When Dan met Teagan for an interview, his enthusiasm and excitement shone through, ticking all the right boxes and coming across as a very mature and responsible young man. Teagan was initially signed up for a 3-month contract but a few unfortunate external constraints meant Dan could not give him the full-time job that he deserved.

Though the Ministry of Social Development offered help with young individuals being trained as apprentices through the Mana in Mahi program, Teagan’s role did not fit the ‘traditional apprenticeship’ requirements, even though globally bike mechanics (and especially E-Bike mechanics) are regarded as skilled workers.
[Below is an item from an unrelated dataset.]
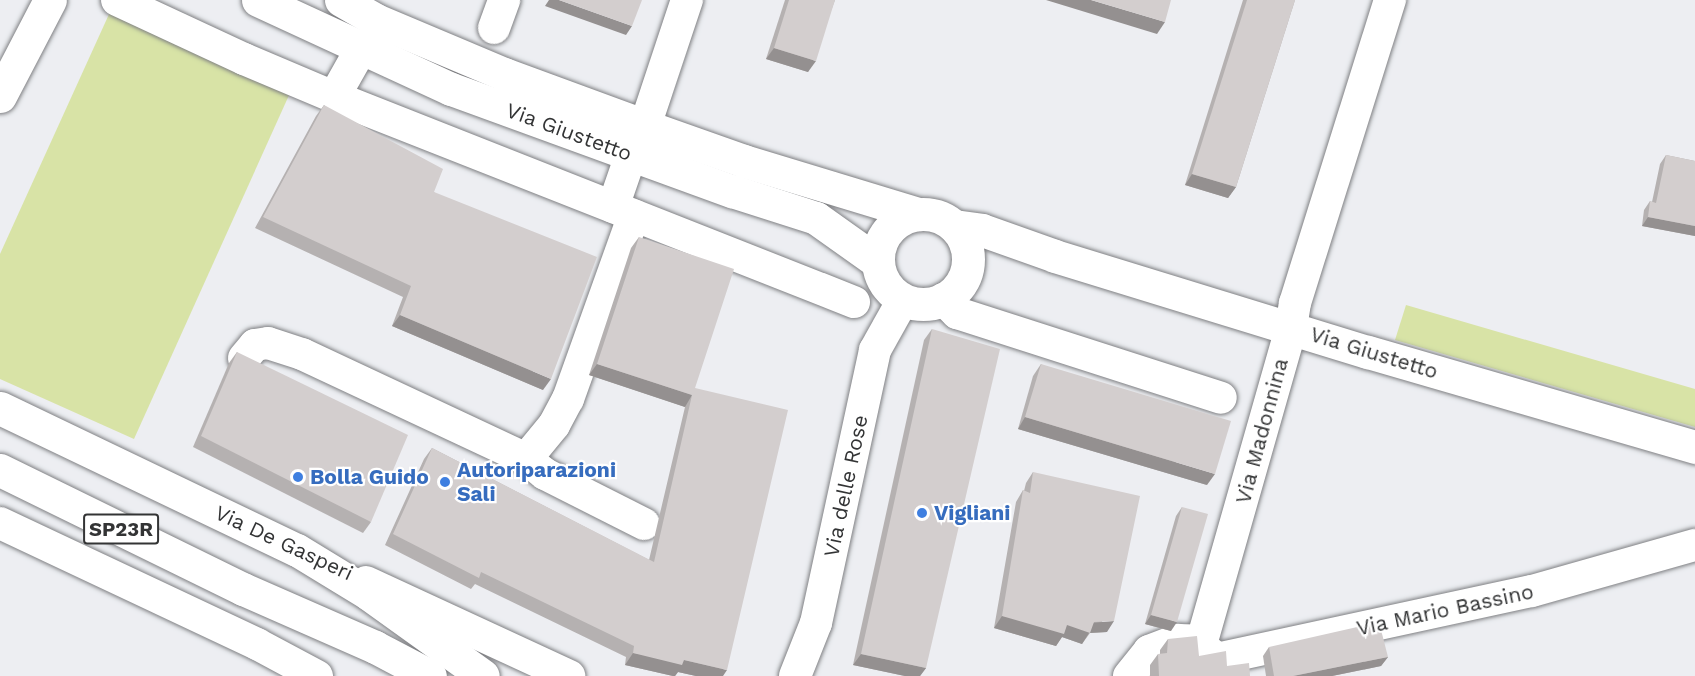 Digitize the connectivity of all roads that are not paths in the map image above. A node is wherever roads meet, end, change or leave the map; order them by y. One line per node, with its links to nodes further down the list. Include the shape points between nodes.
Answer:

“I feel that with the popularity of E-Bikes globally, NZ needs to establish a formal and recognised training program” says Dan.

So, they hit the books, calling upon Dan’s previous experience creating syllabus and frameworks in the education system. After much discussion, planning, external guidance and creating a mechanical program, the MSD was finally able to offer a special funding that would allow Teagan to stay and be trained as a Bike/E-bike mechanic.

Thanks to a $1,000 training allowance and apprentice subsidy, Teagan now works 35 hours a week and has a permanent contract. He has developed a huge amount of mechanical, IT and retail skills, and is learning to relate with, and sell e-bikes to, customers of all ages and backgrounds.

Dan reiterates “Teagan is a valuable member of our team and growing professionally. We are very thankful for the help that MSD has given to get this over the line and look forward to encouraging other businesses to create programs for potential employees that may not fit the traditional apprenticeship model.”